- The problem:
Find every line of the records that has "edges" and return it.

Stored data
# # # # # # #

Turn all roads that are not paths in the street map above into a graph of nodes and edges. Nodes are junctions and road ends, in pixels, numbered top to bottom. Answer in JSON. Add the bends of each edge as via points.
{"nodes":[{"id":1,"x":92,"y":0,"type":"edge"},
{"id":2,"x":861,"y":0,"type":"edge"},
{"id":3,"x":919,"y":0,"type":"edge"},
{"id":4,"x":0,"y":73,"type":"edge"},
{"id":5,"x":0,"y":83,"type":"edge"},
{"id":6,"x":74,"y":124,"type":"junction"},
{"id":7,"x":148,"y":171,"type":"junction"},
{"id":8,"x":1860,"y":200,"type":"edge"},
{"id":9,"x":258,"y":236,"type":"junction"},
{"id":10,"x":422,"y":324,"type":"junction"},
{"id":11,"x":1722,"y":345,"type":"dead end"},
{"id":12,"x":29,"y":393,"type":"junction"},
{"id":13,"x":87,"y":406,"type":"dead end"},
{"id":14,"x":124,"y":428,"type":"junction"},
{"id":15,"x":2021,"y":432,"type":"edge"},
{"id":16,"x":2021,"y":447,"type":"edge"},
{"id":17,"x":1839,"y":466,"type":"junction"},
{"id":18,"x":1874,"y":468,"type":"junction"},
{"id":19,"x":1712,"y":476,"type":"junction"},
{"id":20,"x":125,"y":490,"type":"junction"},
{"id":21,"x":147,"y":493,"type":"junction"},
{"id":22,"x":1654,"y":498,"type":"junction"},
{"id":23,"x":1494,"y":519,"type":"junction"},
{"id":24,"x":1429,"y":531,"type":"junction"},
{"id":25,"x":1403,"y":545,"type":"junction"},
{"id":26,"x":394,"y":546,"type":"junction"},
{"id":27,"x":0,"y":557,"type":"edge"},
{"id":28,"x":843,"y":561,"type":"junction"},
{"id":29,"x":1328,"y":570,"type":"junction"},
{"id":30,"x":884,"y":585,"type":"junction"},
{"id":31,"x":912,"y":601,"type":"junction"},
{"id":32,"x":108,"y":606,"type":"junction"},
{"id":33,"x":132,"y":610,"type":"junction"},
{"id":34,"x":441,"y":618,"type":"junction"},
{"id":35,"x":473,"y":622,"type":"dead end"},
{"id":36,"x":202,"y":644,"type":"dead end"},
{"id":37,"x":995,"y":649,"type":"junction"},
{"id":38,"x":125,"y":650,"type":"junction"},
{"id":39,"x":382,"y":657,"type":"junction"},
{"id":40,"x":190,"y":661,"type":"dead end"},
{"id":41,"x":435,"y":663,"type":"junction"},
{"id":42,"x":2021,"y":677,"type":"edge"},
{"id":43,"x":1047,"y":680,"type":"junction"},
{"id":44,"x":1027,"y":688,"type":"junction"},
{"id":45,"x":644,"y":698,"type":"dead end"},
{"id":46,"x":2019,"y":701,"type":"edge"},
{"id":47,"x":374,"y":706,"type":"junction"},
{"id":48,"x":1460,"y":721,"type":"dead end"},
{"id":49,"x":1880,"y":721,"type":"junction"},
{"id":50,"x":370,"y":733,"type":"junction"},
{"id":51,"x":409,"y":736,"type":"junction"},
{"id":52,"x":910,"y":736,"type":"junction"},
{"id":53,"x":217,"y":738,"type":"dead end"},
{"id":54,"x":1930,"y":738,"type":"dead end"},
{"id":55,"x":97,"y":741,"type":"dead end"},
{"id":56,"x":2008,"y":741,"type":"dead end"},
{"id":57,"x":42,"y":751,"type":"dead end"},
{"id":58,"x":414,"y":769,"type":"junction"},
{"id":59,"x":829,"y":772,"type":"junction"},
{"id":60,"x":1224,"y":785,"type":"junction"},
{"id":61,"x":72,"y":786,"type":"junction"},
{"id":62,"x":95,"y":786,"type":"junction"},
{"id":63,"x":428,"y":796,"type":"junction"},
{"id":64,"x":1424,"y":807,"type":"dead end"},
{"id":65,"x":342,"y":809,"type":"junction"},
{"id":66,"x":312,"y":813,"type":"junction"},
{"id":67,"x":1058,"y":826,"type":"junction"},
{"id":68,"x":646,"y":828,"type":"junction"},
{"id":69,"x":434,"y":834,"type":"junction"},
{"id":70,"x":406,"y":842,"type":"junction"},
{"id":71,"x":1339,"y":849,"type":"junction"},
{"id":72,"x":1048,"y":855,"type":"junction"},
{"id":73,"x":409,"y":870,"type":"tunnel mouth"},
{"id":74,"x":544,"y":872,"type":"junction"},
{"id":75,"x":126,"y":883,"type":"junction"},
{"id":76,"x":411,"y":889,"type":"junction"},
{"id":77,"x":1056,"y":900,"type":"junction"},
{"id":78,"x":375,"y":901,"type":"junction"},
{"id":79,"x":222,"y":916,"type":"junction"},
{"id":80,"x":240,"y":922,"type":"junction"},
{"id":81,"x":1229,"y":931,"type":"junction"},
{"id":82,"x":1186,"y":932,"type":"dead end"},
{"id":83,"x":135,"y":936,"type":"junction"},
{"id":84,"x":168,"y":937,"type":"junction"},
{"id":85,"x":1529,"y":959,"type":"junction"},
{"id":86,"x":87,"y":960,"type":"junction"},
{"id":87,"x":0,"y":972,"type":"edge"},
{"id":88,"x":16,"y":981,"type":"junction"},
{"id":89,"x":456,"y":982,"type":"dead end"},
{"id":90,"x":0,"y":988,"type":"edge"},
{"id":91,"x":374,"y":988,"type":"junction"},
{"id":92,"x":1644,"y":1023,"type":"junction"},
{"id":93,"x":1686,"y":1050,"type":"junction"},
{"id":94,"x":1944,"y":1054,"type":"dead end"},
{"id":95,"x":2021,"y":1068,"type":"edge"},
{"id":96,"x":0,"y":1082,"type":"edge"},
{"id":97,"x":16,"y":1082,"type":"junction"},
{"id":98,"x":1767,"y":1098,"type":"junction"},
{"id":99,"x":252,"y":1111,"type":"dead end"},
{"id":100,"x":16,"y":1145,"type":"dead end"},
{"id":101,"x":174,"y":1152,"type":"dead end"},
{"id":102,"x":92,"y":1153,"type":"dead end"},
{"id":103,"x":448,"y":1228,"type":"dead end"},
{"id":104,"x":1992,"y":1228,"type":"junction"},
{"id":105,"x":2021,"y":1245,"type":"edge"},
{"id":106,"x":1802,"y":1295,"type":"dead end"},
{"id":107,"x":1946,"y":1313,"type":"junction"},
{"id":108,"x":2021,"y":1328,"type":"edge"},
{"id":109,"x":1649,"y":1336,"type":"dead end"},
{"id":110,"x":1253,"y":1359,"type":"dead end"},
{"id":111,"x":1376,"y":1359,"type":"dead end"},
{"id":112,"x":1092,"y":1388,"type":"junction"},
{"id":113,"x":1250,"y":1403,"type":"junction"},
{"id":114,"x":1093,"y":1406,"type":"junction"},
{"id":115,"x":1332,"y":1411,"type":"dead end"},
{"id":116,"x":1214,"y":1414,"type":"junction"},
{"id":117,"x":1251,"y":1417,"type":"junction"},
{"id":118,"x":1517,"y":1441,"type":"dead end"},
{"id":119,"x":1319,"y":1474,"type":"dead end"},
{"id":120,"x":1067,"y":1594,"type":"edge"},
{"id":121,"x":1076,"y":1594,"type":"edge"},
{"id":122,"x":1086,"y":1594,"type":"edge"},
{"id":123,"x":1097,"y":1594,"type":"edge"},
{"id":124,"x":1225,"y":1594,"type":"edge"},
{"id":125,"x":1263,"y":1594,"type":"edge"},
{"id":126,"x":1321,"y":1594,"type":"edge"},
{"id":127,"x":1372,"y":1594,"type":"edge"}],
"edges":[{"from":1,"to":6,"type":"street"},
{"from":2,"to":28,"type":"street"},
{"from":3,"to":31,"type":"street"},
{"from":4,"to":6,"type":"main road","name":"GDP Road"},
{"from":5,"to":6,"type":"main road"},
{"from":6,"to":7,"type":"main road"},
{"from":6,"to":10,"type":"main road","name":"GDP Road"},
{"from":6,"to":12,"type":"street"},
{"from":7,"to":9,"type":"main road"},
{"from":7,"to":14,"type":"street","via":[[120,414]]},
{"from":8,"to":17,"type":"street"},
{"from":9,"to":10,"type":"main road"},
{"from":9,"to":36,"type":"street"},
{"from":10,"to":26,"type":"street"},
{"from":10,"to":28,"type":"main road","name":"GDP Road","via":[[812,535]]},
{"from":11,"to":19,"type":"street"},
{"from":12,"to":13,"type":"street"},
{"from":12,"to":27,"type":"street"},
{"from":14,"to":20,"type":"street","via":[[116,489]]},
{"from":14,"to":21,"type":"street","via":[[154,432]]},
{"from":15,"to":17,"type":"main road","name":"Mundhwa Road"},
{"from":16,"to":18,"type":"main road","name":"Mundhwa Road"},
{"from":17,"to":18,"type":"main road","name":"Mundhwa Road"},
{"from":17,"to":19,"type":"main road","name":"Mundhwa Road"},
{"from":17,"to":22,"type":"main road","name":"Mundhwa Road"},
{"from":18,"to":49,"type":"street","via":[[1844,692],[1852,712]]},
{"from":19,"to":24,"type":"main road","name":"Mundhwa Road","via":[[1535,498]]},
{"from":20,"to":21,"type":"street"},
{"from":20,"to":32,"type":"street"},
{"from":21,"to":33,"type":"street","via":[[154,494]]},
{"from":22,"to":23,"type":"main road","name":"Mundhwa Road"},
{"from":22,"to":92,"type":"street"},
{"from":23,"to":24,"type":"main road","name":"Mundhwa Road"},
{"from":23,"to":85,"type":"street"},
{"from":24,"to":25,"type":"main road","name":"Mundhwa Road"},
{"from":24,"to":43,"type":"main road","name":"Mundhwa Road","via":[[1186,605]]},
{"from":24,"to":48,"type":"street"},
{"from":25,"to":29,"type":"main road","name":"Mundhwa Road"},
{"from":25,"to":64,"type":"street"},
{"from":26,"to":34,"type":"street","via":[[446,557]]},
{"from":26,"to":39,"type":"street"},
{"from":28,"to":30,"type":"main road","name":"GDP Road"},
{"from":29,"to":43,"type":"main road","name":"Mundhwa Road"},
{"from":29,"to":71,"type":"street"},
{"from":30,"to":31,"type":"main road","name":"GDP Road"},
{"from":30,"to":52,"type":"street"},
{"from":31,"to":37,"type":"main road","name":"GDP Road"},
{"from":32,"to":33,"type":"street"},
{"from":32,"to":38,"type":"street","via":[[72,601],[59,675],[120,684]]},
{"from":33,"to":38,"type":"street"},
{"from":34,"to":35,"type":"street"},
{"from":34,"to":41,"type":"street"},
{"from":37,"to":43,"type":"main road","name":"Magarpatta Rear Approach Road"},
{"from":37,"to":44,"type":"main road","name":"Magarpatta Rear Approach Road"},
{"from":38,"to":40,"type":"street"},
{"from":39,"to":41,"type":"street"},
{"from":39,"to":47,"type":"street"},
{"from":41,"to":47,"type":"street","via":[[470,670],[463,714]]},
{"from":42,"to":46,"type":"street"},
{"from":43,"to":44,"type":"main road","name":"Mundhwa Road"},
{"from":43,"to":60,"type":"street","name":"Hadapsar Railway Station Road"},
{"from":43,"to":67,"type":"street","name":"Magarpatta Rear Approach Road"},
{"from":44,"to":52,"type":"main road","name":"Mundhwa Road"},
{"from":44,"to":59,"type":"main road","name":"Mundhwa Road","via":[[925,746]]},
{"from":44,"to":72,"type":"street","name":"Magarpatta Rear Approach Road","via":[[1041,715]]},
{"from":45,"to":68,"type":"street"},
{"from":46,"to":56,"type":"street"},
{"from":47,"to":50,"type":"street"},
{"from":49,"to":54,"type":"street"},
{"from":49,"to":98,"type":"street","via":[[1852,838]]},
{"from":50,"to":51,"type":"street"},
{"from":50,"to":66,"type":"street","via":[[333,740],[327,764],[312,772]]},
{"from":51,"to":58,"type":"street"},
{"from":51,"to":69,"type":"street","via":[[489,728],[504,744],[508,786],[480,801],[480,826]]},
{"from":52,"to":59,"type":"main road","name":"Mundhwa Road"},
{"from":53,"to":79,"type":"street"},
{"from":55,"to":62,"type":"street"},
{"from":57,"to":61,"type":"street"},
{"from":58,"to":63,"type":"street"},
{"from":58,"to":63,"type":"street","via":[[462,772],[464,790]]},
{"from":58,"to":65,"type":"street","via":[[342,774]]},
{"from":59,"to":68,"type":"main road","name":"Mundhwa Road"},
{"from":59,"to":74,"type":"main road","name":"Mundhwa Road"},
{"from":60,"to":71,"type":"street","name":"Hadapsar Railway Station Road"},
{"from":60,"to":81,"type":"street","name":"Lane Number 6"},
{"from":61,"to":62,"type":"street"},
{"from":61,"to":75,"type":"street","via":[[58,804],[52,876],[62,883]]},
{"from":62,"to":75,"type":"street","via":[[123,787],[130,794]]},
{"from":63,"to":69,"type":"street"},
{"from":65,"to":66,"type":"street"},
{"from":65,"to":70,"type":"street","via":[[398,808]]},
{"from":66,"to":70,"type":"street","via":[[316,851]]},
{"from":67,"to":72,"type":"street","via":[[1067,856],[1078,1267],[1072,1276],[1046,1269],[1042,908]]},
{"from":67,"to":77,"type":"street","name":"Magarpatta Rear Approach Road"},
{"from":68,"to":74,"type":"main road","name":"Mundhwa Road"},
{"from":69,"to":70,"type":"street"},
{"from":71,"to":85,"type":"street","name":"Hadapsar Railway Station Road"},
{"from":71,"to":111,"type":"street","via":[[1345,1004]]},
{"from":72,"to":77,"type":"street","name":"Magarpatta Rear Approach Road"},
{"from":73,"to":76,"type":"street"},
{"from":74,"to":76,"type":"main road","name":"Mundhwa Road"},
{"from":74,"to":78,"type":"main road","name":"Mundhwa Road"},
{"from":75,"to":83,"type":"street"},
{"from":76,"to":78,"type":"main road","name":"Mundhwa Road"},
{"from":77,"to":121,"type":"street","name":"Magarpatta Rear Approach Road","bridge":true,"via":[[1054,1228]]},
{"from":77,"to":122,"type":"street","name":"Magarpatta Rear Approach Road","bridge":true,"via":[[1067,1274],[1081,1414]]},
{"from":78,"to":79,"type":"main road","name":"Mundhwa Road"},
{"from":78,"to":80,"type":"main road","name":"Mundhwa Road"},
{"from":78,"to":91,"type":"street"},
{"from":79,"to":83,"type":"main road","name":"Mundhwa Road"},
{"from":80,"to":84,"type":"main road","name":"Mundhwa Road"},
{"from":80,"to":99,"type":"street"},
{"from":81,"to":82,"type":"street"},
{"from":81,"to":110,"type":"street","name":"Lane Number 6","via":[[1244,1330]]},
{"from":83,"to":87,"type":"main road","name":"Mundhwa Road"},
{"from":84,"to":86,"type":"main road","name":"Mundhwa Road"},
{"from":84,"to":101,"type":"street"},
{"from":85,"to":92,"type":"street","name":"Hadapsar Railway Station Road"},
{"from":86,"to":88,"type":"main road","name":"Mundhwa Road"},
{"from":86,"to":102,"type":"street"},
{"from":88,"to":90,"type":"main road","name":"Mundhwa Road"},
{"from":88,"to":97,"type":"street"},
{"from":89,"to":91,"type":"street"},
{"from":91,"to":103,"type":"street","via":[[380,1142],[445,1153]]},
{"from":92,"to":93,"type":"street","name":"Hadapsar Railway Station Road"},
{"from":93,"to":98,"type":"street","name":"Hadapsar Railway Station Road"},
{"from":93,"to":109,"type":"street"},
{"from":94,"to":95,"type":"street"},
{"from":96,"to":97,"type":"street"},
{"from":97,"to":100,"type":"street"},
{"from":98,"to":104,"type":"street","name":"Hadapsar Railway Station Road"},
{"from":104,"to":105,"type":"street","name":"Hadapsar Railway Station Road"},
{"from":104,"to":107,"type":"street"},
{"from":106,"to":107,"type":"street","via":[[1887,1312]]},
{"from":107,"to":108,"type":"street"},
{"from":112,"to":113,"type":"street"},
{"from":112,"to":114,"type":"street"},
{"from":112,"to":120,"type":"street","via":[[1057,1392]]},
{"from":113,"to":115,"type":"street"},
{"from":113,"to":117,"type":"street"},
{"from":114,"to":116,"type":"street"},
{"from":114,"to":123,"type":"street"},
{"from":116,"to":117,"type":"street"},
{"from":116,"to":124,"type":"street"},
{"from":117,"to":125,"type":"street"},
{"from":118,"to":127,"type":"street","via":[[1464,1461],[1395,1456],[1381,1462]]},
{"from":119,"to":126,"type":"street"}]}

# # # # # # #

- Task output:
Turn all roads that are not paths in the street map above into a graph of nodes and edges. Nodes are junctions and road ends, in pixels, numbered top to bottom. Answer in JSON. Add the bends of each edge as via points.
"edges":[{"from":1,"to":6,"type":"street"},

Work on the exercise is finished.